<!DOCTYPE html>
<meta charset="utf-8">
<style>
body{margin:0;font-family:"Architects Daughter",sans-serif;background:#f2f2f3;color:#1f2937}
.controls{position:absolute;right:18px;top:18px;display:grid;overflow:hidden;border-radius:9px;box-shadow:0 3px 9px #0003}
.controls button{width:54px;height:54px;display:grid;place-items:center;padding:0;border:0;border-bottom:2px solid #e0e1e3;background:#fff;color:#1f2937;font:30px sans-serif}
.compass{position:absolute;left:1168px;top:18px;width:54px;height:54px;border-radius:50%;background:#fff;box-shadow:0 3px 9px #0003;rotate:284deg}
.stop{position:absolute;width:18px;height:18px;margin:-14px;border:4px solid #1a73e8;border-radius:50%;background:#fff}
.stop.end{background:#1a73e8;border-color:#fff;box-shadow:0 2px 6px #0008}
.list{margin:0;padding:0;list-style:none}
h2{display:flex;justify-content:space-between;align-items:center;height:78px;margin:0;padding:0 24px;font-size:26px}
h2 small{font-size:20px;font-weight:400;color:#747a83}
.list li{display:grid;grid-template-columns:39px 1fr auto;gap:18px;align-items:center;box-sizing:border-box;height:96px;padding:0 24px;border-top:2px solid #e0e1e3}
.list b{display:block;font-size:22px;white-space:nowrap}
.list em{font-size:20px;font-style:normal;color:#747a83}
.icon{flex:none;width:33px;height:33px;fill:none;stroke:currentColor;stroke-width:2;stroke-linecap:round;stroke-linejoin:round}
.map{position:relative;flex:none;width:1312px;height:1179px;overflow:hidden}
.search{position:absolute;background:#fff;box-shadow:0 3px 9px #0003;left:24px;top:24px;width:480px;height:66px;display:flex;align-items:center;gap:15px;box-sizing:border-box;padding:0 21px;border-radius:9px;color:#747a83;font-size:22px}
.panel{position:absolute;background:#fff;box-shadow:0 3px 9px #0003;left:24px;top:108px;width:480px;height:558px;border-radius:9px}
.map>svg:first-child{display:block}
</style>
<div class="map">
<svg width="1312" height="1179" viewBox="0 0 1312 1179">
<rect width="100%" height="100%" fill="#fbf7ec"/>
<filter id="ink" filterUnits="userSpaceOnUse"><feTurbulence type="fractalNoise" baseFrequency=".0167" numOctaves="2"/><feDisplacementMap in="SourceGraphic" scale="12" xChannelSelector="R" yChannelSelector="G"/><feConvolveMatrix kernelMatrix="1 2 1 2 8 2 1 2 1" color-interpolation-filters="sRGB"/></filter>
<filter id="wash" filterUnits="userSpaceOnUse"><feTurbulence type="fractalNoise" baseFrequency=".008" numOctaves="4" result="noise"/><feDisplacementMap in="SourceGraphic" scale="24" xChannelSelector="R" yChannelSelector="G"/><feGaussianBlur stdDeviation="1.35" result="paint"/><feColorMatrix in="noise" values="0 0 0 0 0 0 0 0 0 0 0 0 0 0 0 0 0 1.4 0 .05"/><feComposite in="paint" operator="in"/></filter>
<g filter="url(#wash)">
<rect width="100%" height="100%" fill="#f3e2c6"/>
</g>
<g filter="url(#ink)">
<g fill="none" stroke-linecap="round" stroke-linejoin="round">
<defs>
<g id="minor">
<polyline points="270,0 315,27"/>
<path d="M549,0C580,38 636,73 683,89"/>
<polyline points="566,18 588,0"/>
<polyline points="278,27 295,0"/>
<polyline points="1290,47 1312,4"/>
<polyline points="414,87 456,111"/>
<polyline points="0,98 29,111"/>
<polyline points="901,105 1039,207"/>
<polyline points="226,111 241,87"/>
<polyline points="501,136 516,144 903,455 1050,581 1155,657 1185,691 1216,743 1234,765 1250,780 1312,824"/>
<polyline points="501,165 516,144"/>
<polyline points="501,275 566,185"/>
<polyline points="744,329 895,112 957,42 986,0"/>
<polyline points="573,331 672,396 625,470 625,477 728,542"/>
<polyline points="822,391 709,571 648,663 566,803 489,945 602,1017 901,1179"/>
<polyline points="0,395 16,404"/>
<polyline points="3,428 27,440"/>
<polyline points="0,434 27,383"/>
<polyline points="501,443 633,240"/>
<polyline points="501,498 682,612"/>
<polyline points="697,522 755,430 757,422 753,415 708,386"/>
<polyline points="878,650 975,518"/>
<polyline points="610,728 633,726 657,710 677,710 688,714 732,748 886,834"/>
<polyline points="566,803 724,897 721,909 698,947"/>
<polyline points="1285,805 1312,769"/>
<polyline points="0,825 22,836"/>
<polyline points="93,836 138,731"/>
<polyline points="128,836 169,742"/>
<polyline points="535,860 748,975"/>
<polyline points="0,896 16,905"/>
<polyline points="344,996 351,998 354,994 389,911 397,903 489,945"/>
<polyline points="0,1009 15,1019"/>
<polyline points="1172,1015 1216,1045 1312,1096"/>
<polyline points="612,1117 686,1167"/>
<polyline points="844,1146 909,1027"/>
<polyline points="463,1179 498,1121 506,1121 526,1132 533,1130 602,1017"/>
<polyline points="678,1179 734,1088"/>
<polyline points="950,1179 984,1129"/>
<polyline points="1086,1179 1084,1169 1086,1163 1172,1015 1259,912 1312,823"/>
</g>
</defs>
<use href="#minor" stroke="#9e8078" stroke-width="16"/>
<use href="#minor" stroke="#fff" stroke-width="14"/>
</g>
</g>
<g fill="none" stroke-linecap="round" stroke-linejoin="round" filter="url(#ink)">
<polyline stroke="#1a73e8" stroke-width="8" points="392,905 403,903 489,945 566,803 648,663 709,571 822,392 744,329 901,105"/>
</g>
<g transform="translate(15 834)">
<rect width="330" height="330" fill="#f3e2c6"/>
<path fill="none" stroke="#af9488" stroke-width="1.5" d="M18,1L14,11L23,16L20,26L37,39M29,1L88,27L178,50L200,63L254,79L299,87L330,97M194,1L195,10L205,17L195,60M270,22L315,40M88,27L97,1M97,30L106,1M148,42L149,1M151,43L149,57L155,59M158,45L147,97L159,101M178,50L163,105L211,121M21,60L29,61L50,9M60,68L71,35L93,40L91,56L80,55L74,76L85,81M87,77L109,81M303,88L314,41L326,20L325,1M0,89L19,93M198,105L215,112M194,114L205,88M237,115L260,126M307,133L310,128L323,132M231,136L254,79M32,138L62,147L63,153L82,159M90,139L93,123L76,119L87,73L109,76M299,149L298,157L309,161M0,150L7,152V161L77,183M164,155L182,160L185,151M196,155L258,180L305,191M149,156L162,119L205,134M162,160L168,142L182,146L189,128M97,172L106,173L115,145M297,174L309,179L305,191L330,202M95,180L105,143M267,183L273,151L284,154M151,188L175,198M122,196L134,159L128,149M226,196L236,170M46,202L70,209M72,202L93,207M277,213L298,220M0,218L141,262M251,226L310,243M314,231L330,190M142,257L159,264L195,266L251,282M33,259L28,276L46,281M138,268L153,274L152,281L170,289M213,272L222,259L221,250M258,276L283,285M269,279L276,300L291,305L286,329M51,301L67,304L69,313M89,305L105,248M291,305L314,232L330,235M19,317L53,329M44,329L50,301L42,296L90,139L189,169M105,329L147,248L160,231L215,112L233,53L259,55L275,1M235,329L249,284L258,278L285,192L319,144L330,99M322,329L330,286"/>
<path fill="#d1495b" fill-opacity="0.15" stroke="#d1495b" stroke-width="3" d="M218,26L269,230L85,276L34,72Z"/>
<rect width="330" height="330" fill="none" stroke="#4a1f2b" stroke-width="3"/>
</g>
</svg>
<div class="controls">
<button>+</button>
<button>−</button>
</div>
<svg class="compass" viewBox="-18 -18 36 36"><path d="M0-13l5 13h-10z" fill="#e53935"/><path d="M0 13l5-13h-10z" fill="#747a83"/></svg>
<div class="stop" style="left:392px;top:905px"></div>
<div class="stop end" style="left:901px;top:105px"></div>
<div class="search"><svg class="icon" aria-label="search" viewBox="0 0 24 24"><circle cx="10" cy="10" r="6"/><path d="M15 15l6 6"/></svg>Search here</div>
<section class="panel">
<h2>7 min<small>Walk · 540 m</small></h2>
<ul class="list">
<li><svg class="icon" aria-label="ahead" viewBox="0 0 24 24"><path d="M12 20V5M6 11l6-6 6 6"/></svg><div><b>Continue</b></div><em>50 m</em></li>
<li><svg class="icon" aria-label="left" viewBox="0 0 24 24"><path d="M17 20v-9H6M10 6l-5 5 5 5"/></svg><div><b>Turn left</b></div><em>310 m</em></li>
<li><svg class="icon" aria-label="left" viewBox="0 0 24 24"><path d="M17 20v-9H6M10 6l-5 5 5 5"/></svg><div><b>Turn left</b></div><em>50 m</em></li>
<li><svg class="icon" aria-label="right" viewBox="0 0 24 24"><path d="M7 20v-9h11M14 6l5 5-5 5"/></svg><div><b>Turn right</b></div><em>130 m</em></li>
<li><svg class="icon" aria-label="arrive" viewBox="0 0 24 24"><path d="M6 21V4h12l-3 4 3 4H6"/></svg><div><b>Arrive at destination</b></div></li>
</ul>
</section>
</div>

(Problem description): Report only the number of lines in the data above that contain "yChannelSelector".

(Answer to the problem): 2